Kanji-kana ratio for stylometry?Posted: February 6, 2019
I ended my blogpost on hiragana frequency as a stylometric indicator with the remark that, rather than the frequency distribution of different hiragana in the text, the ratio of kana to kanji is used as one of several key characteristics in actual stylometric analysis of Japanese texts. I was curious to find out if this number alone could tell us something about the 4 manga text samples in question (2 randomly selected scenes from Katsuhiro Ōtomo’s Akira and 2 series from Morning magazine, Miko Yasu’s Hakozume and Rito Asami’s Ichikei no karasu – in the following text referred to as A1, A2, M1 and M2, respectively). My intuition was that the results wouldn’t be meaningful because the samples were too small, but let’s see:
This time I chose a sample size of 200 characters (hiragana, katakana, and kanji) per text.
Among the first 200 characters in A1 (i.e. Akira vol. 5, p. 16), there are 113 hiragana, 42 katakana and 45 kanji. This results in a kanji-kana ratio of 45 : (113 + 42) = 0.29.
In A2 (Akira vol. 3, pp. 125 ff.), the first 200 characters comprise of 126 hiragana, 34 katakana, and 40 kanji, i.e. the kanji-kana ratio is 0.25.
In M1, there are 122 hiragana, 9 katakana, and 69 kanji, resulting in a kanji-kana ratio of 0.52.
In M2, there are 117 hiragana, 0 katakana, and 83 kanji, resulting in a kanji-kana ratio of 0.71!
Thus this time the authorship attribution seems to have worked: the two Ōtomo samples have an almost identical score, whereas those of the two Morning samples are completely different. Interestingly, this result contradicts the interpretation from the earlier blogpost in which I had suggested that the scientists in Akira and the lawyers in Karasu have similar ways of talking. The difference in the kanji-kana ratio between Akira and the two Morning manga, though, is explained not only through the more frequent use of kanji in the latter, but also through the vast differences in katakana usage (note that only characters in proper word balloons, i.e. dialogue, are counted, not sound effects).

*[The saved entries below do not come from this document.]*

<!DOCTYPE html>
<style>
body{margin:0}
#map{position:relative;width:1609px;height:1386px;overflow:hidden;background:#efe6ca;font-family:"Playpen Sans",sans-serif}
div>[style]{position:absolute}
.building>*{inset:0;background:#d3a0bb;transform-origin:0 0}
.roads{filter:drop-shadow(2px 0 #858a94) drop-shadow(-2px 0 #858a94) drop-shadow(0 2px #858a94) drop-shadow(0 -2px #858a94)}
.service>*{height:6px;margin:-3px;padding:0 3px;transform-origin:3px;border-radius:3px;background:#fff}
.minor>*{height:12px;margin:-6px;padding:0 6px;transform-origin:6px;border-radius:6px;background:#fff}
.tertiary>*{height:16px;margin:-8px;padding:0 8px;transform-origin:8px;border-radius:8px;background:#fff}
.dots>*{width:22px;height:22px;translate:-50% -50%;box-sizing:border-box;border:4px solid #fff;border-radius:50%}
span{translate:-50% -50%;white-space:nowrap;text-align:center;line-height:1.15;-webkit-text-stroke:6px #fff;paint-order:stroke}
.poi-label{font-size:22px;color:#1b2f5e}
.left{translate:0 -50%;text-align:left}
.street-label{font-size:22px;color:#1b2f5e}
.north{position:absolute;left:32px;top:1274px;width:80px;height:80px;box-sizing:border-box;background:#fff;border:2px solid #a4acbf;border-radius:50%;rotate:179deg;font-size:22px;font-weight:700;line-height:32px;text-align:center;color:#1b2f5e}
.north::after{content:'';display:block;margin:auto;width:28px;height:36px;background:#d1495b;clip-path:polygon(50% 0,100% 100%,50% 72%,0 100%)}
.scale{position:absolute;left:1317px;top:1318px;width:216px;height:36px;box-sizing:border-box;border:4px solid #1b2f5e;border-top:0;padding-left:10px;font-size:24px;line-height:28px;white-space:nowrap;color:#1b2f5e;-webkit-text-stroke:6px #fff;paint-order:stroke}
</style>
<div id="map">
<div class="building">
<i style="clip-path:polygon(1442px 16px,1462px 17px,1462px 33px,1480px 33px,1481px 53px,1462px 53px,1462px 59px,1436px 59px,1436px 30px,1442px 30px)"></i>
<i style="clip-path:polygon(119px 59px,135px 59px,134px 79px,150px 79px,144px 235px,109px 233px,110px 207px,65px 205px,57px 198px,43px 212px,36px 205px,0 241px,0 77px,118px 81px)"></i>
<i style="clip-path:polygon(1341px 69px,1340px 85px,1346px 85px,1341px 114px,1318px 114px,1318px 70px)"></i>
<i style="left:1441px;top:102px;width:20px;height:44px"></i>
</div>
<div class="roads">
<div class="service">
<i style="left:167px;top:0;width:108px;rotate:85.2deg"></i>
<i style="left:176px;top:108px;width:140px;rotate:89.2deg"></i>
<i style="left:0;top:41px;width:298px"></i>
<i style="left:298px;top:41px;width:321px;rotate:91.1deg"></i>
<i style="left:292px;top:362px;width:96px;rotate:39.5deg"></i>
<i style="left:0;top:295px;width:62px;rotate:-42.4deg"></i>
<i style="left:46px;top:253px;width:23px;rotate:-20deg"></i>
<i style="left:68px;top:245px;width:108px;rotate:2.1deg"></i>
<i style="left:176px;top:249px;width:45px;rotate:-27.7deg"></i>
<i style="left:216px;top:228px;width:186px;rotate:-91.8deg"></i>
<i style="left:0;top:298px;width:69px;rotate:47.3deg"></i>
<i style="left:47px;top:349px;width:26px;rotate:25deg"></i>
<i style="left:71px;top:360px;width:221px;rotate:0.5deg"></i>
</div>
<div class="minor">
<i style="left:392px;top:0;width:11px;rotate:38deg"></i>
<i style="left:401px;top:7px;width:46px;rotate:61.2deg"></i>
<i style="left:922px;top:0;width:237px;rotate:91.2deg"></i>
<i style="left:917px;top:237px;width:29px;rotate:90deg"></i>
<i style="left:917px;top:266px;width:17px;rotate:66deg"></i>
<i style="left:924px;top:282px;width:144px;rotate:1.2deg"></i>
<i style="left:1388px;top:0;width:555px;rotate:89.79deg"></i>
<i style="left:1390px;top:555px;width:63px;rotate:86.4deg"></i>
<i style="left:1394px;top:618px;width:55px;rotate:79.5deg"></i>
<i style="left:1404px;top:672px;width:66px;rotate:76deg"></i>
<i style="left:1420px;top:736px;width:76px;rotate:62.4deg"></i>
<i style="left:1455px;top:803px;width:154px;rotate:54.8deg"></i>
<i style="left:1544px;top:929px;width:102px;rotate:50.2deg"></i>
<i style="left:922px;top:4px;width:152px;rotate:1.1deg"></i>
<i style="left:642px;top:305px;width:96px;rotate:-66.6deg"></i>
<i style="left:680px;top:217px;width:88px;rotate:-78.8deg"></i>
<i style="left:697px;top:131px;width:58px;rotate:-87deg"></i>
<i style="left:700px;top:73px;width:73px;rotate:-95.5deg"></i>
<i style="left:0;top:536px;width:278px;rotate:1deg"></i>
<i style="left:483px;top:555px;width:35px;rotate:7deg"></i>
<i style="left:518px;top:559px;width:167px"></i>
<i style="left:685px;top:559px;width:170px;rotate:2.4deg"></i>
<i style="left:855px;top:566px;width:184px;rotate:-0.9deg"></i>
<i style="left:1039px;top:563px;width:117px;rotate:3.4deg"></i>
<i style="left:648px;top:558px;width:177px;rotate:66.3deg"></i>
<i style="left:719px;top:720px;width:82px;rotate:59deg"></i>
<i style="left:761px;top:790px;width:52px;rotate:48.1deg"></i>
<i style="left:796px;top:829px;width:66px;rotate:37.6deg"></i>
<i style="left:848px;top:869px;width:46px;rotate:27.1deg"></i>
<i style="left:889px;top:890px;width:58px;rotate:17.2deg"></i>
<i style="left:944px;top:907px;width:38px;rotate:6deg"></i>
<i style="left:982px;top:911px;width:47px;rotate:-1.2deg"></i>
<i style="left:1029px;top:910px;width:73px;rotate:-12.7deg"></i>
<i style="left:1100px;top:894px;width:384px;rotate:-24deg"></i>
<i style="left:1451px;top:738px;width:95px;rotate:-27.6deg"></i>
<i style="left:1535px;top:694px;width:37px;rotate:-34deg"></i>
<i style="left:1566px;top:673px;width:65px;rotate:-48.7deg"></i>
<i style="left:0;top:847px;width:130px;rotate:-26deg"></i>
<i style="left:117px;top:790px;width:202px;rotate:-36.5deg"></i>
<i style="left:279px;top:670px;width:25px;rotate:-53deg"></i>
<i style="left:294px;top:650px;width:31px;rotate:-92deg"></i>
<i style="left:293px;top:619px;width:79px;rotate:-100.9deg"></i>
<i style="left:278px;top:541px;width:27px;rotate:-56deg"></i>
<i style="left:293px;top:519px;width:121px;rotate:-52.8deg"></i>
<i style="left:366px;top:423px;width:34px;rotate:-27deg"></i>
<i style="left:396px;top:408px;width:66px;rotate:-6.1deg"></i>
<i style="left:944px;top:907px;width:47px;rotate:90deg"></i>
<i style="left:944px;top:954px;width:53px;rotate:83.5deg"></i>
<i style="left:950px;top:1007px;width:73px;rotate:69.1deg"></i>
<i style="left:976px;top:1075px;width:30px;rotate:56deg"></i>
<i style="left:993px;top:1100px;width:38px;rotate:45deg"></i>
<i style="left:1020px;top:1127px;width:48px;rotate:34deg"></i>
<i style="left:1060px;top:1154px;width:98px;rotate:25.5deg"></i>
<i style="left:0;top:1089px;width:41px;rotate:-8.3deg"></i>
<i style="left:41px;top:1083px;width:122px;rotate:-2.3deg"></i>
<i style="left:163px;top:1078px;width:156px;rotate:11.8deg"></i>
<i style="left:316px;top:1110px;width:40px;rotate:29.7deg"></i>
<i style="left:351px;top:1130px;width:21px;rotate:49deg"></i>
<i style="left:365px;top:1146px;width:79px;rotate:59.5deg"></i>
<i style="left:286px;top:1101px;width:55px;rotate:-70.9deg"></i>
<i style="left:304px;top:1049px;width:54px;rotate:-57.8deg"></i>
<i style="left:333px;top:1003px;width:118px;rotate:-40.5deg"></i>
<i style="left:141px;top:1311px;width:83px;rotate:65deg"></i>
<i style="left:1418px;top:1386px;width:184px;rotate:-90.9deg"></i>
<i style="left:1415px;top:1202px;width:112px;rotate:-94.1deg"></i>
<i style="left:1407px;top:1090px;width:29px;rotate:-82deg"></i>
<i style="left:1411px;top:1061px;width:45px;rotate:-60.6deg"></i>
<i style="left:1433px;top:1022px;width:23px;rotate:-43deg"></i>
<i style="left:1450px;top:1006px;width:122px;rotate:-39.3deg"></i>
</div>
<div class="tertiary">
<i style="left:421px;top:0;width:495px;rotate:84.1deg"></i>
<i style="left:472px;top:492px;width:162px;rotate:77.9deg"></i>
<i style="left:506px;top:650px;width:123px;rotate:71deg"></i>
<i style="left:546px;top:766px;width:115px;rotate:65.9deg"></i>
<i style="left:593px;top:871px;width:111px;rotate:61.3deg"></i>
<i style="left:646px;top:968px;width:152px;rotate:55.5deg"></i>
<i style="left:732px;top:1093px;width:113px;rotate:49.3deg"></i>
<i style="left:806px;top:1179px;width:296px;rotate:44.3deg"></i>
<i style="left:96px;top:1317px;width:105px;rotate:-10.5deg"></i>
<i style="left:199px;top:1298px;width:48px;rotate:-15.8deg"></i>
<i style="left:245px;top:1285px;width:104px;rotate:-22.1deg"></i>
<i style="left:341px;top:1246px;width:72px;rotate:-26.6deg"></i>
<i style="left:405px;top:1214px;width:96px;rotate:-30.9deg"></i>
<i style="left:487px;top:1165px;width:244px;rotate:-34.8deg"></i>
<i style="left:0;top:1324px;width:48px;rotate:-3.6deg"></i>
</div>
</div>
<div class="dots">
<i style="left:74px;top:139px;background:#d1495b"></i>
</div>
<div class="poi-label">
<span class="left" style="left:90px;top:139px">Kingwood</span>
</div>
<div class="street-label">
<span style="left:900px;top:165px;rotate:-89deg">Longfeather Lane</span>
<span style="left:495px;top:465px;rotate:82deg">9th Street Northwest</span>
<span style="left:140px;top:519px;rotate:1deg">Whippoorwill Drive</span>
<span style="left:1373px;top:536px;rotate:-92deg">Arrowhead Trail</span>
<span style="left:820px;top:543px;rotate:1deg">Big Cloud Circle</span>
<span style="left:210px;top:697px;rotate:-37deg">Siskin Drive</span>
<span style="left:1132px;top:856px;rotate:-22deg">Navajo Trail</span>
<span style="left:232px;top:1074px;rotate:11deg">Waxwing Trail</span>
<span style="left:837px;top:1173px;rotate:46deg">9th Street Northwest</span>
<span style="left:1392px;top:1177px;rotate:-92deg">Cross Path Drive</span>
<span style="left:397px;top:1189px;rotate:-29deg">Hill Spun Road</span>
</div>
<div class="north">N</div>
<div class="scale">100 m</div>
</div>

Ōtomo uses katakana for two different purposes: in A1 mainly to reproduce the names of the foreign researchers, and in A2 to stretch syllables otherwise written in hiragana at the end of words, e.g. なにィ nanii (“whaaat?”) or 何だァ nandaa (“what is iiit?”). Therefore the similarity of the character use in the two Akira samples is superficial only and the pure numbers somewhat misleading. On the other hand, it makes sense that an action-packed scene such as A2 contains less than half as many kanji as the courtroom dialogue in M2; in A2 there are more simple, colloquial words for which the hiragana spelling is more common, e.g. くそう kusou (“shit!”) or うるせェ urusee (“quiet!”), whereas technical terms such as 被告人 hikokunin (“defendant”) in M2 are more clearly and commonly expressed in kanji.
In the end, the old rule applies: only with a large number of sample texts, with a large size of each sample, and through a combination of several different metrics can such stylometric approaches possibly succeed.